I can understand where she is coming from. I hated math too: I found it very difficult, and my teacher was neither patient nor understanding of my weaknesses. I have to say that if my math teacher had been as gentle and encouraging as my cousin is with his students, I might have leaned more. There really is a art to teaching “math as a foreign language”, as David so neatly puts it. Other students in the room are more self-driven and work quietly in the relaxed learning environment where there’s blues music playing and the communication is casual and comfortable, even though the expectations and academic standards are maintained.

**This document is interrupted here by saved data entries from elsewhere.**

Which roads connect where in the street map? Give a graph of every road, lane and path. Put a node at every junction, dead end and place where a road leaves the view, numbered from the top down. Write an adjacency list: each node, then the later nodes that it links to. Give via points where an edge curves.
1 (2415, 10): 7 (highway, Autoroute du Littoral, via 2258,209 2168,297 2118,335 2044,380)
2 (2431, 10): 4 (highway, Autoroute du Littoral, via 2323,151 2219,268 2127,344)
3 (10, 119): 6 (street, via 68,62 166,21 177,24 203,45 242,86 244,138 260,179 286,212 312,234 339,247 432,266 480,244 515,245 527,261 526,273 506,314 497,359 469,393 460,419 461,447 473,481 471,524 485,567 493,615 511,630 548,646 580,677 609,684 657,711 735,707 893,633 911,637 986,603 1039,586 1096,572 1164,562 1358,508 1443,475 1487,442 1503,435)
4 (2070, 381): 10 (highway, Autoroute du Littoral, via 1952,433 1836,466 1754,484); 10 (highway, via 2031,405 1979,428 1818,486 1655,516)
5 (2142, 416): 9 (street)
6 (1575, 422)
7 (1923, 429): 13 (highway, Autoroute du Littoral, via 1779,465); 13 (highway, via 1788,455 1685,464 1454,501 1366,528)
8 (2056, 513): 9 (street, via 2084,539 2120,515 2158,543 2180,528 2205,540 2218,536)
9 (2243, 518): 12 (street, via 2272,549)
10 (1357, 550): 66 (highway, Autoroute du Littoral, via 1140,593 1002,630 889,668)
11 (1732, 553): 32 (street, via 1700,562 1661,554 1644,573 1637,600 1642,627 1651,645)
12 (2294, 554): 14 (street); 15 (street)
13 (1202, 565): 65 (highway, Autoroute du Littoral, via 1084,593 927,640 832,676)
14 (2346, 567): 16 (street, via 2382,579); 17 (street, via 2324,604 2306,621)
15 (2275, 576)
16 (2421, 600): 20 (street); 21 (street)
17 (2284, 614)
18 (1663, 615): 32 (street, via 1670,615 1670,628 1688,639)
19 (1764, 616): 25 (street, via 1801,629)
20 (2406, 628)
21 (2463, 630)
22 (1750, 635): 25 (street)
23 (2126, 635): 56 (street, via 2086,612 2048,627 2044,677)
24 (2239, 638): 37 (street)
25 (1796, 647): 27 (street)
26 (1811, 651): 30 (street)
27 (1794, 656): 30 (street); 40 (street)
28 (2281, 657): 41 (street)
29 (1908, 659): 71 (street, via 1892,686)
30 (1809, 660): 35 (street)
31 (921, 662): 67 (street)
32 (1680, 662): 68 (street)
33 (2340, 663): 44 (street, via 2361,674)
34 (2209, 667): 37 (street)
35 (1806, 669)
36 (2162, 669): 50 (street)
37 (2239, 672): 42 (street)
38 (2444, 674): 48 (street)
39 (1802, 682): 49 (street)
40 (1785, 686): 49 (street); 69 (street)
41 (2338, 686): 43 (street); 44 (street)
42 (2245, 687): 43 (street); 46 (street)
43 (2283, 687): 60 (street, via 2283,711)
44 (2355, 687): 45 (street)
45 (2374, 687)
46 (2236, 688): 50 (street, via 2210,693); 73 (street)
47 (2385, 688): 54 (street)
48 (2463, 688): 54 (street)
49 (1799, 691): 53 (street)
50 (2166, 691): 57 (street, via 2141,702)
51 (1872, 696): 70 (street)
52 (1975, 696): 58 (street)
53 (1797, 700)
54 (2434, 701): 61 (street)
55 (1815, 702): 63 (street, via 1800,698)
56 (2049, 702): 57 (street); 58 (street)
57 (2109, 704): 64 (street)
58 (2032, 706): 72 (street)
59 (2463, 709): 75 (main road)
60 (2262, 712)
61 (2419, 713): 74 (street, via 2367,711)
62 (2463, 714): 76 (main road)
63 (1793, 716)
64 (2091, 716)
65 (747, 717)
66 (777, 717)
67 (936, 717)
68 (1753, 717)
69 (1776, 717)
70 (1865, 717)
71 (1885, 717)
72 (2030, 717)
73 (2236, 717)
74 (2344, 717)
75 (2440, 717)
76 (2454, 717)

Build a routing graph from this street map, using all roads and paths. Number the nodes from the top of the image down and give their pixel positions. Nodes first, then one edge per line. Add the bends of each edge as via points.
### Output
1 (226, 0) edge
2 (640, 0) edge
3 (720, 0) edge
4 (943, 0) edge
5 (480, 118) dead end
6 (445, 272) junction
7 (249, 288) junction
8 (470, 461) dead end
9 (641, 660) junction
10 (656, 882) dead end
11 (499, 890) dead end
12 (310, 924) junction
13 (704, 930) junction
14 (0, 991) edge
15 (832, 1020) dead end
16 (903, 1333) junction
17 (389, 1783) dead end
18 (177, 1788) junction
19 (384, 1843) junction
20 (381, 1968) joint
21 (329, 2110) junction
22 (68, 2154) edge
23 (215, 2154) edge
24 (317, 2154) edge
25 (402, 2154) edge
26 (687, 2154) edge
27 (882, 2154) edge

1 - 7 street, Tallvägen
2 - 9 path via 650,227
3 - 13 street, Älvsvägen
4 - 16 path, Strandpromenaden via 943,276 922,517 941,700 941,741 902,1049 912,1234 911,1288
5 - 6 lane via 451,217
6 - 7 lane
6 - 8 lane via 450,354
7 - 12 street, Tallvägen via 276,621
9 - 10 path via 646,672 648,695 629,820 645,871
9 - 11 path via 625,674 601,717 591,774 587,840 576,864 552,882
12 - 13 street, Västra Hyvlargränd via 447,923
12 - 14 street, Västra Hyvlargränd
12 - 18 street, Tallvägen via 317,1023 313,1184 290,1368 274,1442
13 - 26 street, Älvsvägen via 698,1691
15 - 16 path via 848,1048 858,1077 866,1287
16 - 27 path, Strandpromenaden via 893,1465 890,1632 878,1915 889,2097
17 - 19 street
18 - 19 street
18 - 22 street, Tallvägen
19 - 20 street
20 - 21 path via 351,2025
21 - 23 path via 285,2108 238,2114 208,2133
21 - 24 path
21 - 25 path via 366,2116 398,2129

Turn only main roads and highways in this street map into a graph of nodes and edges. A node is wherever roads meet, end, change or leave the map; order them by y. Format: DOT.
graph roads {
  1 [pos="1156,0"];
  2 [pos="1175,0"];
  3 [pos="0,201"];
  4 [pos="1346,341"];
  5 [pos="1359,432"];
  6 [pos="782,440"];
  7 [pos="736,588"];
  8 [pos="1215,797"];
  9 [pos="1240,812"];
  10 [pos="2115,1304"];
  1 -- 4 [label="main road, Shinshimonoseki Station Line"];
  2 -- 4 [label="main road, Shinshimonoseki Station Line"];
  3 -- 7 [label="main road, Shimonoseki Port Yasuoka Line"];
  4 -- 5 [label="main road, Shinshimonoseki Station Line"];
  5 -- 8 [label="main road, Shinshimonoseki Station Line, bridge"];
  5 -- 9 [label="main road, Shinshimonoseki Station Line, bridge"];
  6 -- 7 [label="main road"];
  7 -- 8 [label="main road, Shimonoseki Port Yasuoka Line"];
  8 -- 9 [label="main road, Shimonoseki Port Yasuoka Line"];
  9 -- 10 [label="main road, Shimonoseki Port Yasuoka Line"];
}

I am so impressed. The students here are getting a chance to succeed and graduate where the regular classroom did not work for them. The staff are very proactive and constructive in their communication. In that, they are very much like the teachers with whom I work and, I’m sure, most teachers the world over. It’s not really a unique thing that we do, but each of us has incredible opportunities to impact every student’s day, every student’s willingness to learn, and the outcomes of that in every student’s life. Here, where the kids face other issues in addition to those generally faced by teens in regular schools, there’s some powerful work being done to engage and mentor young people who are at very real risk of otherwise “falling through the cracks” or dropping out altogether.
As David and I walked out at the end of the day, I was struck by the difference in appearance between his school and the one upstairs, which clearly gets more funding and attention than the other. It may look nicer up there, but I have developed a very soft spot for the students and the staff at Lincoln St Alternate Ed. What happens there is very, very special indeed.